Whitey and Squaw came out with me to the bikes. Johnny Bee stayed put in his chair like Wild Bill Hickcock, with one significant difference: he kept his back to the wall.
I could not walk a straight line. Twice, at least, I misstepped and almost tripped over Whitey's spurs. I had three Fuzzy Navels and a double Sailor Jack under my belt, not to mention the tap beer, and they were all doing the see-saw thing with my equilibrium. This didn't bother Whitey or Squaw, who weren't the steadiest bipeds on the planet themselves.
We bumped fists and I mounted the rat. I knew from experience that once I was on the road I would feel as sober as a Puritan. I can't account for it, but there it is. So with memorized directions to Top's house on East Kearney Street I burbled my way down 2nd.
Squaw had described Top to me, but then said, "You won't know what to expect until you get there." I liked how she talked. Her eyes would grow big and bright whenever she spoke, and if she strung more than a half dozen sentences together her eyes would be virtually popping out of her head. Whitey talked as if he were trying to keep from laughing. Reticent Johnny had a deep voice, like rocks hitting the bottom of a dry well. He had a deadpan expression and when he smiled, which wasn't often, you knew something was especially bothering him. He was tall and slender, but with a slight potbelly. His mustache grew into his sideburns, a dirty grayish brown, with a dark triangle of whiskers under his bottom lip that pointed to the cleft in his small rounded chin. To some men he was intimidating in appearance, to others he was mildly ridiculous.
I thought about the three of them until I came to the first signal light, then I concentrated on finding East Kearney Street. It was your average middle-class neighborhood of single story houses. Top's had an elm in the front yard near the curb that leaned out over the street. There was a plain wooden slat fence along the side of the yard. I parked in the driveway next to an impressive BMW motorcycle. A minivan was parked on the other side of it.
I sat on the rat for a minute or two debating whether I wanted to go through with this or not. So far I had just gone with the flow, and I was intrigued by the game. I decided, what the hell, it was an interesting way to get a windfall and it would not impede my footloose ways. The Roadents, as well as the Undertakers, were not to run in a pack but to be lone wolves, spreading themselves out across the country with the idea that a challenge would take you to places you hadn't been before. Every so often there would be a rally, a get-together, wherever Top decided to hole up for a while. But otherwise it was every man for himself.
I rang the doorbell. A woman of middle age who looked like she had been put through the wringer a few times opened the door; a short-haired blonde, stout, no make-up, dressed like a safari guide. A little girl with two fingers in her mouth stood behind her, peeking around a leg of her mother and pointing a potato chip at me.
"You must be Hangman," the woman said. She gave me a hard thin smile and stepped to the side. "Come in. Kelva, get out of the way for the man."

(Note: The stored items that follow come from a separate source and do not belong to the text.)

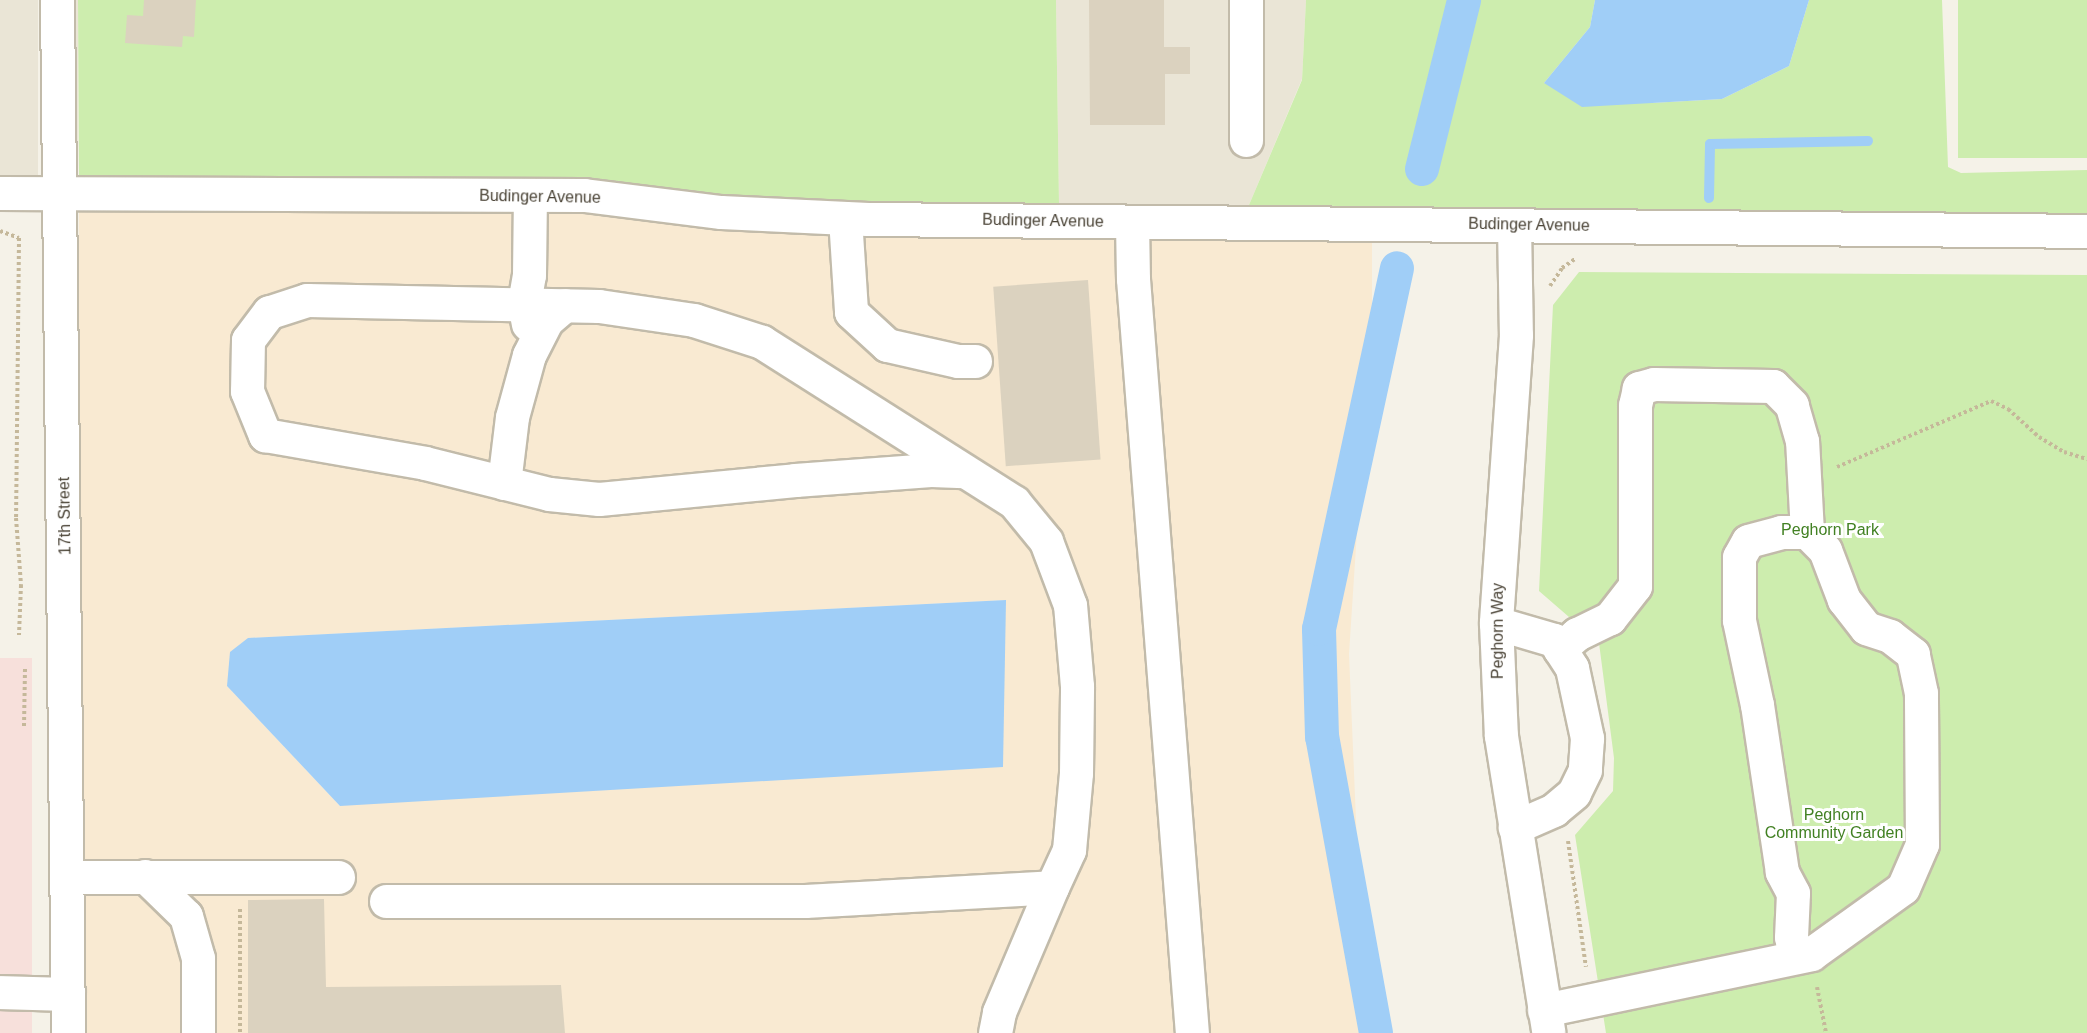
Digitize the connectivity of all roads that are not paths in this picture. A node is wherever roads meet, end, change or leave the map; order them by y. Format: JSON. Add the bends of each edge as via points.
{"nodes":[{"id":1,"x":57,"y":0,"type":"edge"},
{"id":2,"x":1246,"y":0,"type":"edge"},
{"id":3,"x":1246,"y":140,"type":"dead end"},
{"id":4,"x":0,"y":193,"type":"edge"},
{"id":5,"x":58,"y":193,"type":"junction"},
{"id":6,"x":530,"y":195,"type":"junction"},
{"id":7,"x":845,"y":218,"type":"junction"},
{"id":8,"x":1132,"y":222,"type":"junction"},
{"id":9,"x":1514,"y":225,"type":"junction"},
{"id":10,"x":2087,"y":231,"type":"edge"},
{"id":11,"x":524,"y":303,"type":"junction"},
{"id":12,"x":565,"y":304,"type":"junction"},
{"id":13,"x":529,"y":355,"type":"junction"},
{"id":14,"x":975,"y":361,"type":"dead end"},
{"id":15,"x":964,"y":471,"type":"junction"},
{"id":16,"x":504,"y":483,"type":"junction"},
{"id":17,"x":1807,"y":531,"type":"junction"},
{"id":18,"x":1496,"y":623,"type":"junction"},
{"id":19,"x":1560,"y":649,"type":"junction"},
{"id":20,"x":1515,"y":827,"type":"junction"},
{"id":21,"x":145,"y":876,"type":"junction"},
{"id":22,"x":68,"y":877,"type":"junction"},
{"id":23,"x":338,"y":877,"type":"dead end"},
{"id":24,"x":1052,"y":887,"type":"junction"},
{"id":25,"x":387,"y":901,"type":"dead end"},
{"id":26,"x":1803,"y":956,"type":"junction"},
{"id":27,"x":0,"y":992,"type":"edge"},
{"id":28,"x":68,"y":994,"type":"junction"},
{"id":29,"x":1546,"y":1022,"type":"edge"},
{"id":30,"x":68,"y":1033,"type":"edge"},
{"id":31,"x":198,"y":1033,"type":"edge"},
{"id":32,"x":995,"y":1033,"type":"edge"},
{"id":33,"x":1192,"y":1033,"type":"edge"}],
"edges":[{"from":1,"to":5,"type":"street","name":"17th Street"},
{"from":2,"to":3,"type":"street"},
{"from":4,"to":5,"type":"street","name":"Budinger Avenue"},
{"from":5,"to":6,"type":"street","name":"Budinger Avenue"},
{"from":5,"to":22,"type":"street","name":"17th Street"},
{"from":6,"to":7,"type":"street","name":"Budinger Avenue","via":[[584,195],[721,212]]},
{"from":6,"to":11,"type":"street","via":[[529,275]]},
{"from":7,"to":8,"type":"street","name":"Budinger Avenue"},
{"from":7,"to":14,"type":"street","via":[[851,312],[887,345],[958,361]]},
{"from":8,"to":9,"type":"street","name":"Budinger Avenue"},
{"from":8,"to":33,"type":"street","via":[[1133,279]]},
{"from":9,"to":10,"type":"street","name":"Budinger Avenue"},
{"from":9,"to":18,"type":"street","name":"Peghorn Way","via":[[1516,335]]},
{"from":11,"to":12,"type":"street"},
{"from":11,"to":13,"type":"street"},
{"from":11,"to":16,"type":"street","via":[[307,300],[269,312],[248,340],[247,391],[265,435],[425,463]]},
{"from":12,"to":13,"type":"street","via":[[547,320]]},
{"from":12,"to":15,"type":"street","via":[[694,320],[762,342]]},
{"from":13,"to":16,"type":"street","via":[[512,417]]},
{"from":15,"to":16,"type":"street","via":[[795,480],[599,499],[549,494]]},
{"from":15,"to":24,"type":"street","via":[[1014,502],[1046,541],[1070,605],[1077,686],[1076,773],[1069,850]]},
{"from":17,"to":19,"type":"street","via":[[1802,441],[1792,405],[1773,386],[1654,384],[1639,388],[1635,405],[1635,586],[1610,618],[1577,634]]},
{"from":17,"to":26,"type":"street","via":[[1781,531],[1748,541],[1739,557],[1739,620],[1757,705],[1782,872],[1793,893],[1791,938]]},
{"from":17,"to":26,"type":"street","via":[[1825,550],[1844,600],[1866,628],[1890,636],[1913,654],[1920,693],[1922,844],[1903,888]]},
{"from":18,"to":19,"type":"street","via":[[1537,633],[1554,640]]},
{"from":18,"to":20,"type":"street","name":"Peghorn Way","via":[[1501,736]]},
{"from":19,"to":20,"type":"street","via":[[1572,668],[1587,738],[1585,770],[1574,793],[1561,804]]},
{"from":20,"to":29,"type":"street","name":"Peghorn Way"},
{"from":21,"to":22,"type":"street"},
{"from":21,"to":23,"type":"street"},
{"from":21,"to":31,"type":"street","via":[[186,916],[198,958]]},
{"from":22,"to":28,"type":"street","name":"17th Street"},
{"from":24,"to":25,"type":"street","via":[[805,901]]},
{"from":24,"to":32,"type":"street","via":[[999,1012]]},
{"from":26,"to":29,"type":"street"},
{"from":27,"to":28,"type":"street"},
{"from":28,"to":30,"type":"street","name":"17th Street"}]}
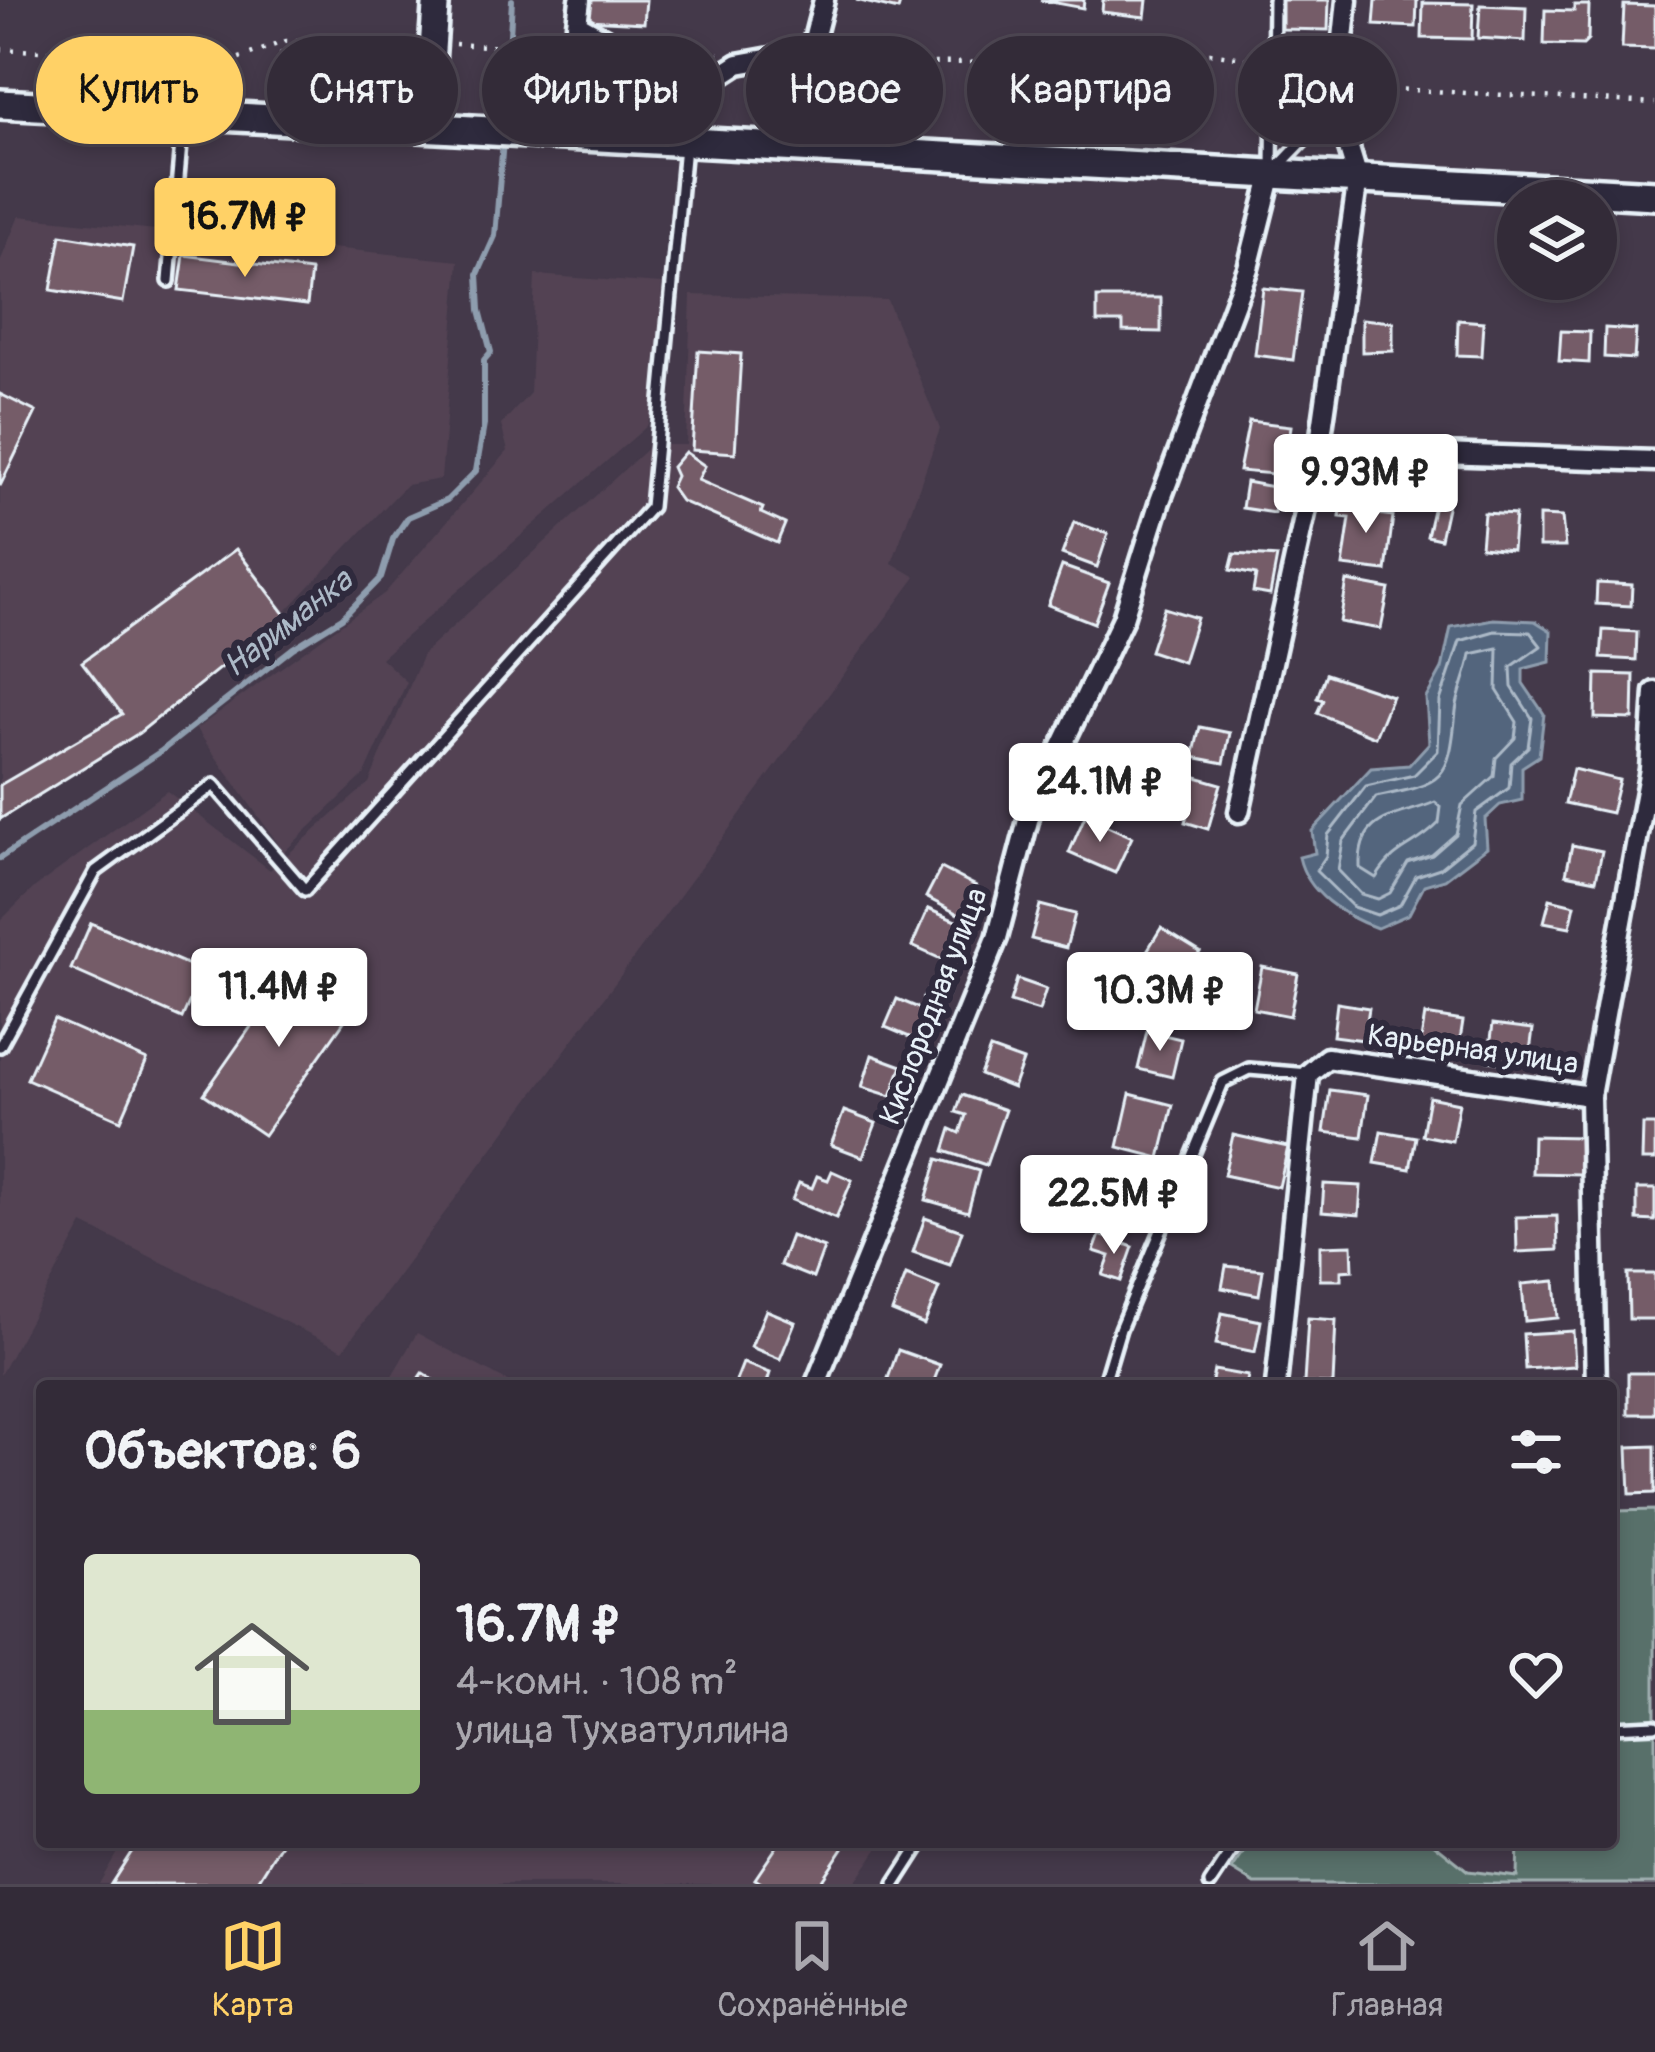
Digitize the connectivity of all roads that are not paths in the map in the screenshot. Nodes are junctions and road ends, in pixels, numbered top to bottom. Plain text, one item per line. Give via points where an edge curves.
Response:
1 (436, 0) edge
2 (580, 0) edge
3 (824, 0) edge
4 (1274, 0) edge
5 (1348, 0) edge
6 (437, 36) edge
7 (598, 36) edge
8 (1344, 36) edge
9 (722, 74) edge
10 (0, 104) edge
11 (36, 106) edge
12 (722, 143) edge
13 (181, 144) edge
14 (686, 144) edge
15 (1300, 144) edge
16 (1348, 144) edge
17 (1272, 173) junction
18 (1358, 178) junction
19 (1655, 195) edge
20 (170, 281) dead end
21 (1319, 450) junction
22 (1655, 461) edge
23 (1655, 692) edge
24 (1652, 770) edge
25 (1239, 812) dead end
26 (0, 1046) edge
27 (1308, 1074) junction
28 (1590, 1096) junction
29 (817, 1380) edge
30 (1105, 1380) edge
31 (1277, 1380) edge
32 (1597, 1380) edge
33 (1655, 1726) edge
34 (1617, 1727) edge
35 (918, 1848) edge
36 (1234, 1848) edge
37 (895, 1884) edge
38 (1210, 1884) edge

1 - 6 street
2 - 7 street via 577,24
3 - 9 street via 811,52 738,64
4 - 17 lane
5 - 8 street
10 - 11 main road
12 - 17 main road
13 - 20 lane
14 - 26 lane via 651,507 305,890 214,784 97,871
15 - 17 lane
16 - 18 street
17 - 18 main road
17 - 29 street, Кислородная улица via 1248,268 1124,618 1030,813 997,938
18 - 19 main road
18 - 21 street
21 - 22 street
21 - 25 street
23 - 24 street, Карьерная улица
24 - 28 street, Карьерная улица
27 - 28 street, Карьерная улица via 1327,1058
27 - 30 lane via 1250,1069 1223,1082
27 - 31 street
28 - 32 street, Карьерная улица
33 - 34 lane
35 - 37 lane
36 - 38 lane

This turned out to be Top's niece and her kid; the Pittsburg sister's daughter and granddaughter. The woman's name was Heather. She had left an abusive husband and was looking to get a fresh start. She had the living room smelling like cream of wheat, a little too warm and stuffy for my liking. Toys were strewn over the floor and on the furniture. But I wasn't there long.
Heather escorted me down a hall to a den that had been added on to the house, reached by going through Top's immaculate bedroom. She blocked the den's doorway and said to a cloud of incense, "You were right, he showed up." And a low grainy voice answered: "You ought not to be surprised by now."
As she turned to leave she said to me, "I'll be back in a jiff with some refreshments."
I nodded and stepped into the den, trying not to sway too much. Squaw had prepared me for the incense and the general look of an Oriental temple, but she had not caught the essence of Top's appearance; admittedly hard to put into words effectively.
He sat crossed-legged in the lotus position on a low and cushioned table at the back of the room, in the light of two lampstands to either side of the table. His skinny hairy body was naked except for a black loincloth and a red shawl over his shoulders. He wore a turban. His beard was white and fanned out. He had very little in the way of eyebrows, but large, deep eyes in dark hollows crowding close to his thin pointy nose.
"Hello," he said genially, "very glad to meet you." Then, in an altogether different voice: "I am the Lord of the Roads."